Stored data entries:
Start of Block

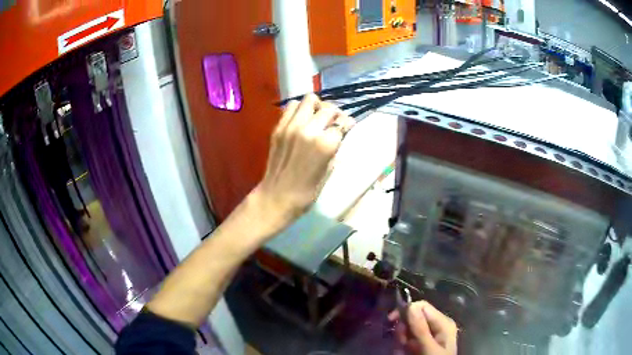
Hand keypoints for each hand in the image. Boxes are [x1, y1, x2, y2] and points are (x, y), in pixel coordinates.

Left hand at [252, 94, 354, 233]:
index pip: (342, 123)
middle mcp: (308, 130)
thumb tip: (339, 134)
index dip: (347, 124)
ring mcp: (291, 126)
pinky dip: (299, 109)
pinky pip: (291, 107)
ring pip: (309, 100)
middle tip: (334, 122)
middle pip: (328, 109)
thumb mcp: (329, 171)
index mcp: (324, 144)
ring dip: (317, 106)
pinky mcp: (278, 128)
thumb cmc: (307, 192)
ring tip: (317, 117)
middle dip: (335, 114)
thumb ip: (335, 149)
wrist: (277, 196)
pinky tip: (302, 120)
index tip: (348, 126)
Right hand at [389, 301, 457, 354]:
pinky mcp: (420, 345)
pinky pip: (405, 341)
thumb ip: (420, 329)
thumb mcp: (429, 348)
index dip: (406, 311)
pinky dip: (401, 348)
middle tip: (402, 345)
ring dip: (400, 342)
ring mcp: (427, 336)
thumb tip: (410, 306)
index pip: (422, 307)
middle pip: (412, 319)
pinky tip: (403, 354)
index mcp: (443, 322)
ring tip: (403, 353)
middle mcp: (435, 326)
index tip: (392, 321)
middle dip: (403, 332)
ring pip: (406, 331)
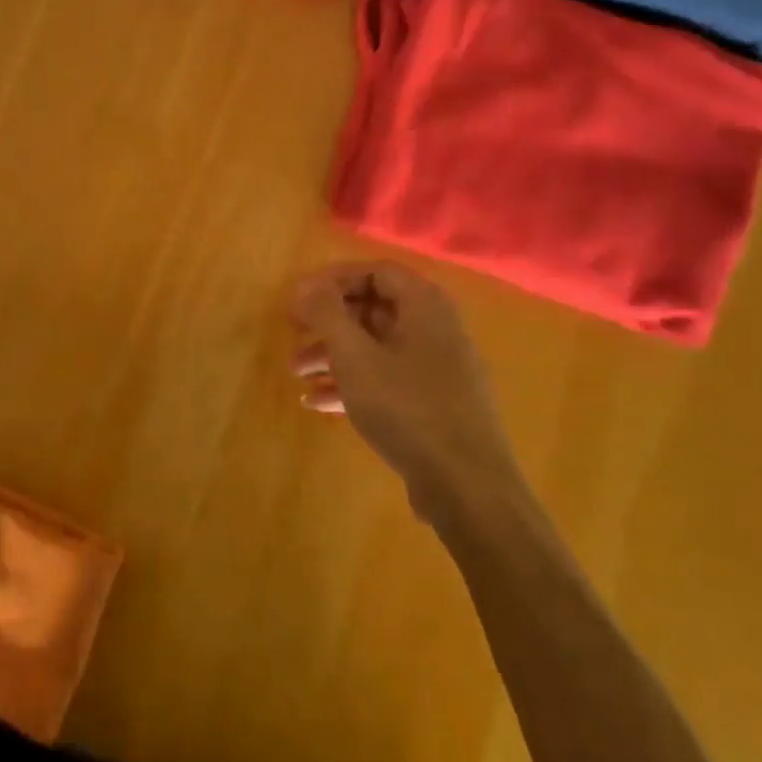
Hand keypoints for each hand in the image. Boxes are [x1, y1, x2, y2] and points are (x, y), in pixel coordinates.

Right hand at [291, 262, 518, 514]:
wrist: (468, 489)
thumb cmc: (408, 409)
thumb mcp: (355, 357)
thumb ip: (327, 314)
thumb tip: (306, 285)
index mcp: (425, 306)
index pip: (375, 271)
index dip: (333, 279)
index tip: (299, 297)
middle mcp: (436, 329)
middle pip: (374, 309)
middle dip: (328, 321)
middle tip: (292, 331)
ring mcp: (437, 369)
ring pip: (376, 347)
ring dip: (333, 354)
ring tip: (295, 373)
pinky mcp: (434, 405)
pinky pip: (387, 379)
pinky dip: (352, 383)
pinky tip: (316, 402)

End of Block

◆ Try it: Say how many lines of the preceding data include the word "ring". The number is the whole answer.

◆ Reply to the task: 12